In the entries that follow, find the word "Sebastia" and report each line it is on.

Saved entries:
--- START ---

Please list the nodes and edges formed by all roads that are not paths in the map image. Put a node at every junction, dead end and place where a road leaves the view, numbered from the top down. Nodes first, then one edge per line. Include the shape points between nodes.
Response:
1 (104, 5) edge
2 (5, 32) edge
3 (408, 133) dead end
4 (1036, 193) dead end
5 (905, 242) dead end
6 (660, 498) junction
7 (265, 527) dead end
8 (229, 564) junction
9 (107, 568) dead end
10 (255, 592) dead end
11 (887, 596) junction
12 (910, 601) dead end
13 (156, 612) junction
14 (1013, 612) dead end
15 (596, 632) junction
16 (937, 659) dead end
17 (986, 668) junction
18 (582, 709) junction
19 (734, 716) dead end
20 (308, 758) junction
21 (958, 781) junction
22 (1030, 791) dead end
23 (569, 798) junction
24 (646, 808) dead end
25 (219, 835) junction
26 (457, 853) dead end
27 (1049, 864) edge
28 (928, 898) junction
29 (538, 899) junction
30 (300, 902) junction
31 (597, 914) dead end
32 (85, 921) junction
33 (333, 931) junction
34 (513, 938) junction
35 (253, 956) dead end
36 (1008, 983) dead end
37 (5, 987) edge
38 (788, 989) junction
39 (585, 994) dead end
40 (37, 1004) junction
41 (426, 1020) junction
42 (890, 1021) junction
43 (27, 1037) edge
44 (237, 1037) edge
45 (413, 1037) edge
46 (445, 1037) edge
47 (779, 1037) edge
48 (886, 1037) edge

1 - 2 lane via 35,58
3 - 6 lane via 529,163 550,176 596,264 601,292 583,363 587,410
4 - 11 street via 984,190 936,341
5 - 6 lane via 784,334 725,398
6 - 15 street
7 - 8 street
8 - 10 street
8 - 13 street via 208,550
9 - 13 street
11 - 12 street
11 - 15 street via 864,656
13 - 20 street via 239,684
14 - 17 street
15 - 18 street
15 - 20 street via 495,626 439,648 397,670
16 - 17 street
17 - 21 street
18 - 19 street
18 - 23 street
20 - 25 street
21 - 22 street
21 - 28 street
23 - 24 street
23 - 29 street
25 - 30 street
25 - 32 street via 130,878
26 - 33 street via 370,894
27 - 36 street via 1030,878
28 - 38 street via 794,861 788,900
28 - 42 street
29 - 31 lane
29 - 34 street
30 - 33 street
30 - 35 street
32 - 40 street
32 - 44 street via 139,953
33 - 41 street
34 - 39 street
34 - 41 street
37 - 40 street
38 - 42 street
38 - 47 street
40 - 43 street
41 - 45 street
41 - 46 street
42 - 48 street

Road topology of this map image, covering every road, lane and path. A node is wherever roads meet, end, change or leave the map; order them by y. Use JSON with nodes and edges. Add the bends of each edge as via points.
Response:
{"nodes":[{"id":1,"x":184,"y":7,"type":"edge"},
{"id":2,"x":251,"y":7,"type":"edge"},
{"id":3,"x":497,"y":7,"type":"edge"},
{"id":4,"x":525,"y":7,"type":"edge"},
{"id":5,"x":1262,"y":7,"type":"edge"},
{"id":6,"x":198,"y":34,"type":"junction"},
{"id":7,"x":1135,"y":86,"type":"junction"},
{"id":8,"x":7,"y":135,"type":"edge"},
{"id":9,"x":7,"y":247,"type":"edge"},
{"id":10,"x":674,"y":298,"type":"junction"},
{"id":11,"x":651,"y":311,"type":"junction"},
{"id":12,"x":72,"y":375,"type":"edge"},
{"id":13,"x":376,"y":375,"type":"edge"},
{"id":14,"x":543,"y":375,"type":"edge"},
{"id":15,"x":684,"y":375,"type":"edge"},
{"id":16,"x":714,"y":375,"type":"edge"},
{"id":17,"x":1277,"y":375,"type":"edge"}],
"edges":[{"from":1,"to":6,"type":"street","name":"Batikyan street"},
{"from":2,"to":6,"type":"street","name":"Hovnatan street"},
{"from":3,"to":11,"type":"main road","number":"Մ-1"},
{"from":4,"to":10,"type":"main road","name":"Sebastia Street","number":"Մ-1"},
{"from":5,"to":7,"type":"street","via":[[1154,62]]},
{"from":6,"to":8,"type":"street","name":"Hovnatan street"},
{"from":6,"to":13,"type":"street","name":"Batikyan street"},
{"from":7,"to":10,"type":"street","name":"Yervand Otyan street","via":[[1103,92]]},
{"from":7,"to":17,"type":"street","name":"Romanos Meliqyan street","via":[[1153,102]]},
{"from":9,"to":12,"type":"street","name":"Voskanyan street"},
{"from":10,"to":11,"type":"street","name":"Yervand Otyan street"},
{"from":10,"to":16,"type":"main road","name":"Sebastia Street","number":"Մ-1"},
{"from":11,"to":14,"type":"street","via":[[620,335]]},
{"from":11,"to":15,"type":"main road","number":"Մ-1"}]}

--- END ---

TASK SOLUTION:
{"from":4,"to":10,"type":"main road","name":"Sebastia Street","number":"Մ-1"},
{"from":10,"to":16,"type":"main road","name":"Sebastia Street","number":"Մ-1"},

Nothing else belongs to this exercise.